Amicus curiae Vishwanathan pointed out that section 49(1)(ag) encompasses the power of the BCI to make rules in respect of ‘the class or category of persons entitled to be enrolled as advocates’. He remarked that V. Sudeer, which struck it down, holding pre-enrollment training on account of it being beyond the competency of the Bar Council, missed by linking section 49 to section 24, since the latter deals with the role of the state Bar Council to enrol. The difference between enrolling and entitling to practise was missed in V. Sudeer, according to Vishwanathan.
Vishwanathan submitted that in terms of the scheme of the Act, an examination should be permitted prior to enrolment. In his arguments, the AG submitted and agreed that the pre-enrollment AIBE would be the most appropriate.

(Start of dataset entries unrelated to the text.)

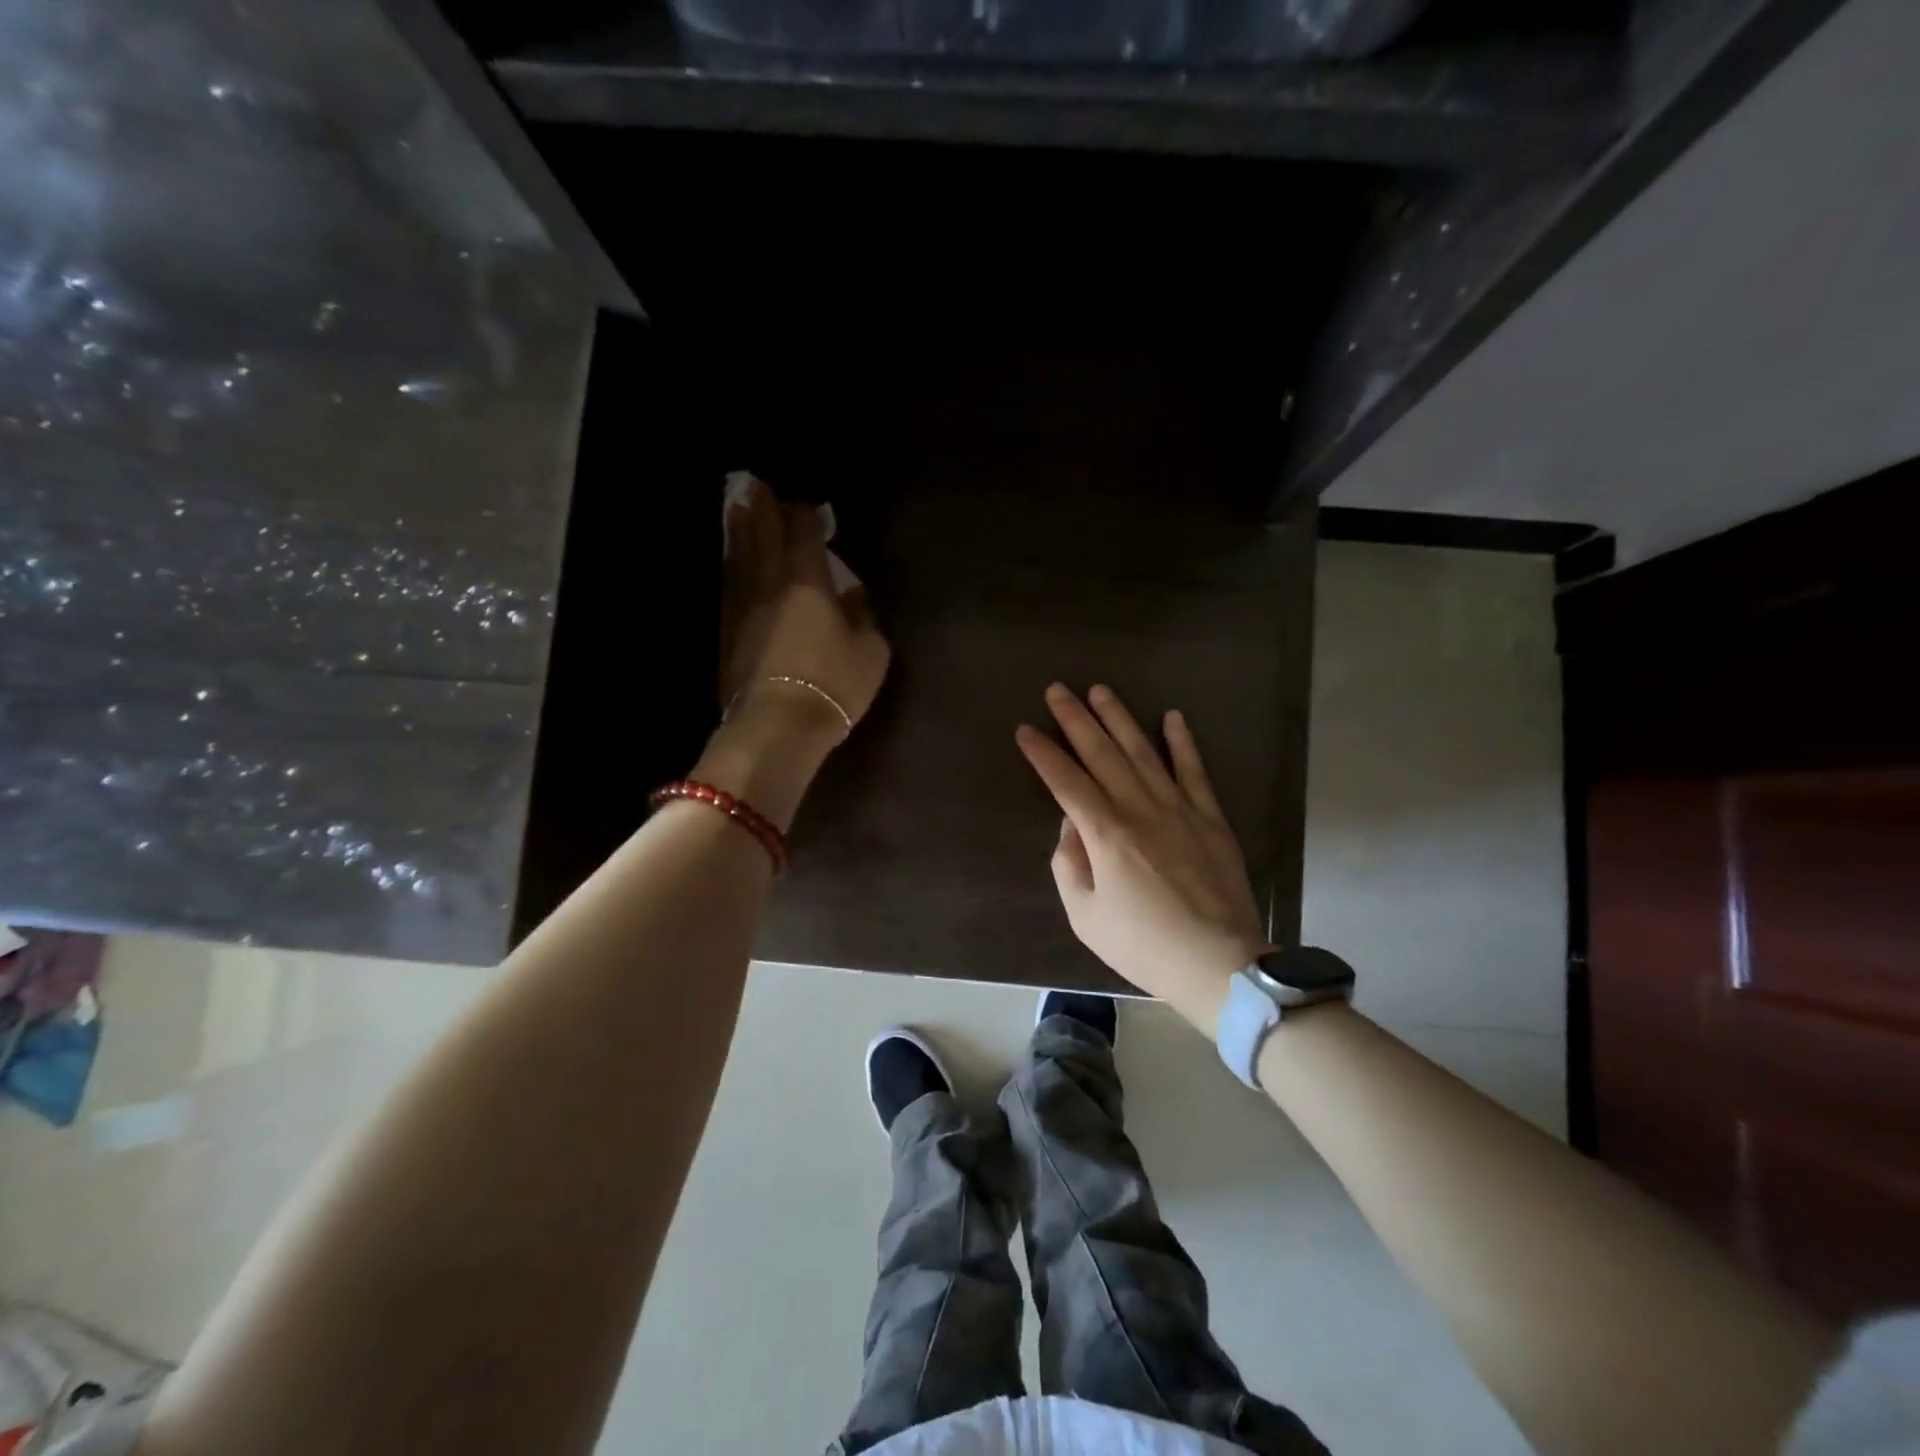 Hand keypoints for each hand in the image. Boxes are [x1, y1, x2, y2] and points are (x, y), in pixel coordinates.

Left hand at [697, 477, 889, 830]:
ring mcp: (743, 607)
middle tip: (755, 486)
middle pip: (762, 536)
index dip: (805, 516)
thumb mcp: (870, 650)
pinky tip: (732, 565)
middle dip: (761, 509)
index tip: (807, 505)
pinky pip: (730, 587)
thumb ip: (863, 615)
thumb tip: (852, 593)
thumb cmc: (833, 684)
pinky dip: (731, 568)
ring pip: (739, 558)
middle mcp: (770, 584)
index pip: (803, 534)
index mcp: (808, 581)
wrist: (777, 725)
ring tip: (736, 511)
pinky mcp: (727, 632)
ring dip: (738, 531)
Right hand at [1016, 684, 1268, 1030]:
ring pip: (1144, 753)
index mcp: (1106, 835)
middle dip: (1076, 720)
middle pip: (1102, 755)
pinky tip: (1173, 717)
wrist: (1219, 964)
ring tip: (1101, 691)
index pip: (1066, 782)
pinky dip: (1183, 743)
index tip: (1026, 730)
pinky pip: (1194, 771)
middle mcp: (1140, 810)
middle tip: (1057, 690)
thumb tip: (1071, 826)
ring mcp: (1179, 809)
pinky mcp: (1210, 818)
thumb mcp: (1085, 917)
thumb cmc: (1143, 945)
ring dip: (1120, 719)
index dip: (1043, 754)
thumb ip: (1070, 865) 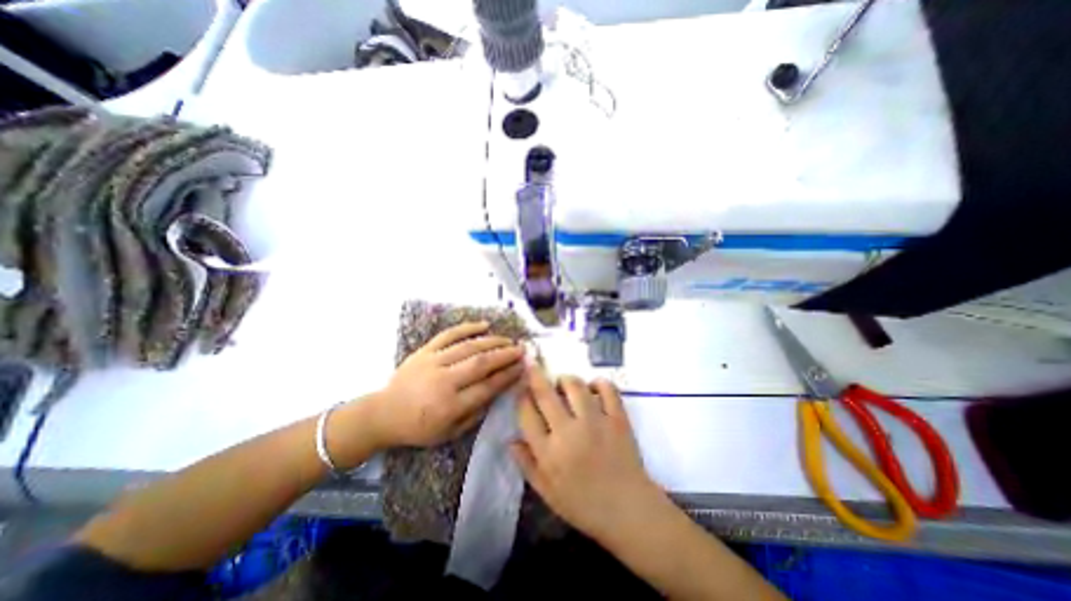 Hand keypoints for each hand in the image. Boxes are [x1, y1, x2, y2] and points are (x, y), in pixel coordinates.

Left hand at [365, 322, 526, 447]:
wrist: (383, 413)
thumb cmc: (419, 428)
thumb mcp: (449, 433)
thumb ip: (475, 414)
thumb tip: (498, 392)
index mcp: (450, 406)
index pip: (487, 387)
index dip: (508, 376)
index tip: (522, 368)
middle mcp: (443, 381)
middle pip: (481, 363)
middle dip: (505, 355)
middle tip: (522, 349)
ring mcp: (433, 362)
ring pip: (469, 347)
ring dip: (493, 341)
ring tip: (509, 339)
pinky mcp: (424, 351)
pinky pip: (448, 335)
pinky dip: (467, 327)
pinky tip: (484, 325)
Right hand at [509, 365, 662, 538]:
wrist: (628, 511)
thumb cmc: (584, 505)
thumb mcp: (547, 493)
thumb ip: (527, 465)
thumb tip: (510, 439)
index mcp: (549, 452)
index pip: (526, 414)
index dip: (521, 396)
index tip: (522, 389)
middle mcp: (569, 432)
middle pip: (545, 393)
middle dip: (535, 375)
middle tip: (532, 365)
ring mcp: (595, 422)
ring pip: (575, 385)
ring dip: (565, 379)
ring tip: (563, 383)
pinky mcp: (617, 418)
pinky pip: (607, 389)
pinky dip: (599, 382)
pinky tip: (593, 388) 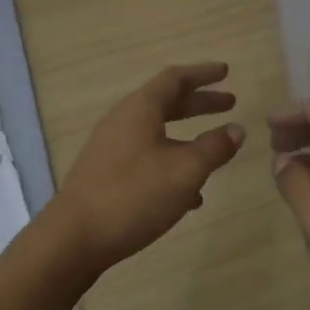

It was the contention of the AG that, “Section 49(1)(ab) to 49(1)(ag) clearly confess the power on the BCI to classify the class and category of lawyers – the one who has got his qualification of having passed the law examination, and thereafter having passed the bar examination, and those having completed the training, if such training is provided for”.
The AG pointed out that 500 law institutions were declared substandard and were closed down. He argued that since there are sub-standard colleges, how do we then find out from the result of the students that pass out whether they meet the requirements? “The only manner is an examination where the All India Bar Examination is uniform and the syllabus is published…it is essential for maintaining standards throughout the country in all law colleges” the AG added.
In his submission, apart from questioning the validity of V. Sudeer and asserting the need for a pre-enrolment examination, Vishwanathan submitted that there was no need for a post-enrolment examination. On the question of mandating training, Vishwanathan opined that trainees cannot be left to fend for themselves.
At the end of Wednesday’s hearing, the bench concluded arguments and reserved its judgment.